En la radio, la señal es precisa. Todo emana cuando se escucha el Cue. El locutor sabe que es momento de hablar, el micrófono se ha abierto y la luz roja está encendida. Todo lo que diga, a partir de ese instante, será parte de su discurso. Todo profesional en este oficio se caracteriza por su habilidad de improvisación, sin embargo, resulta indispensable seguir un guion. No hay margen de espera. Ni posibilidad de retorno.

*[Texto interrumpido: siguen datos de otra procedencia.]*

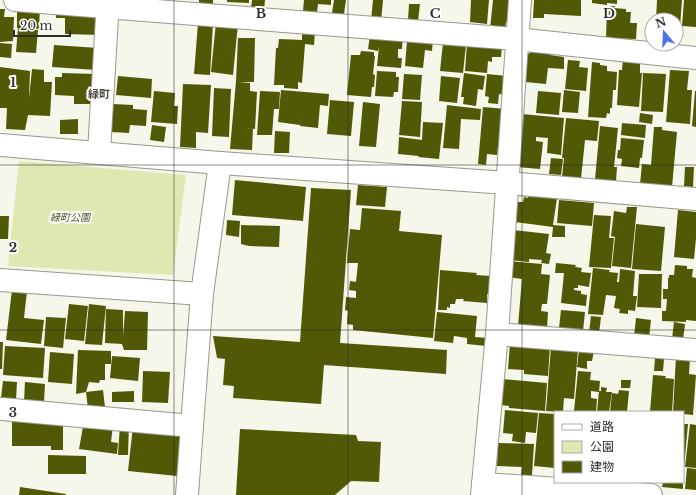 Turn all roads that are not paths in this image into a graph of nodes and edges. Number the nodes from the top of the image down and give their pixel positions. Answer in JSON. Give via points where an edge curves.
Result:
{"nodes":[{"id":1,"x":15,"y":0,"type":"edge"},
{"id":2,"x":520,"y":0,"type":"edge"},
{"id":3,"x":108,"y":4,"type":"edge"},
{"id":4,"x":516,"y":39,"type":"junction"},
{"id":5,"x":696,"y":58,"type":"edge"},
{"id":6,"x":0,"y":145,"type":"edge"},
{"id":7,"x":99,"y":152,"type":"junction"},
{"id":8,"x":220,"y":163,"type":"junction"},
{"id":9,"x":507,"y":183,"type":"junction"},
{"id":10,"x":696,"y":199,"type":"edge"},
{"id":11,"x":0,"y":280,"type":"edge"},
{"id":12,"x":202,"y":294,"type":"junction"},
{"id":13,"x":497,"y":334,"type":"junction"},
{"id":14,"x":696,"y":350,"type":"edge"},
{"id":15,"x":2,"y":409,"type":"dead end"},
{"id":16,"x":192,"y":426,"type":"junction"},
{"id":17,"x":483,"y":489,"type":"edge"},
{"id":18,"x":188,"y":495,"type":"edge"},
{"id":19,"x":652,"y":495,"type":"edge"}],
"edges":[{"from":1,"to":3,"type":"street"},
{"from":2,"to":4,"type":"street"},
{"from":3,"to":4,"type":"street"},
{"from":3,"to":7,"type":"street"},
{"from":4,"to":5,"type":"street"},
{"from":4,"to":9,"type":"street"},
{"from":6,"to":7,"type":"street"},
{"from":7,"to":8,"type":"street"},
{"from":8,"to":9,"type":"street"},
{"from":8,"to":12,"type":"street"},
{"from":9,"to":10,"type":"street"},
{"from":9,"to":13,"type":"street"},
{"from":11,"to":12,"type":"street"},
{"from":12,"to":16,"type":"street"},
{"from":13,"to":14,"type":"street"},
{"from":13,"to":17,"type":"street"},
{"from":15,"to":16,"type":"street"},
{"from":16,"to":18,"type":"street"},
{"from":17,"to":19,"type":"street"}]}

Muy similar es la vida, aunque no hay luces. ni cabinas de sonido. Y a pesar de que no existen efectos ni indicaciones claras, sin duda, hay señales. Esos cues silenciosos, como cuando algo se quiebra, se mueve, o alerta desde dentro. Una especie de empujón que no se puede explicar, pero que es imposible ignorar. Aparece con certeza, en medio de la rutina… o en plena crisis.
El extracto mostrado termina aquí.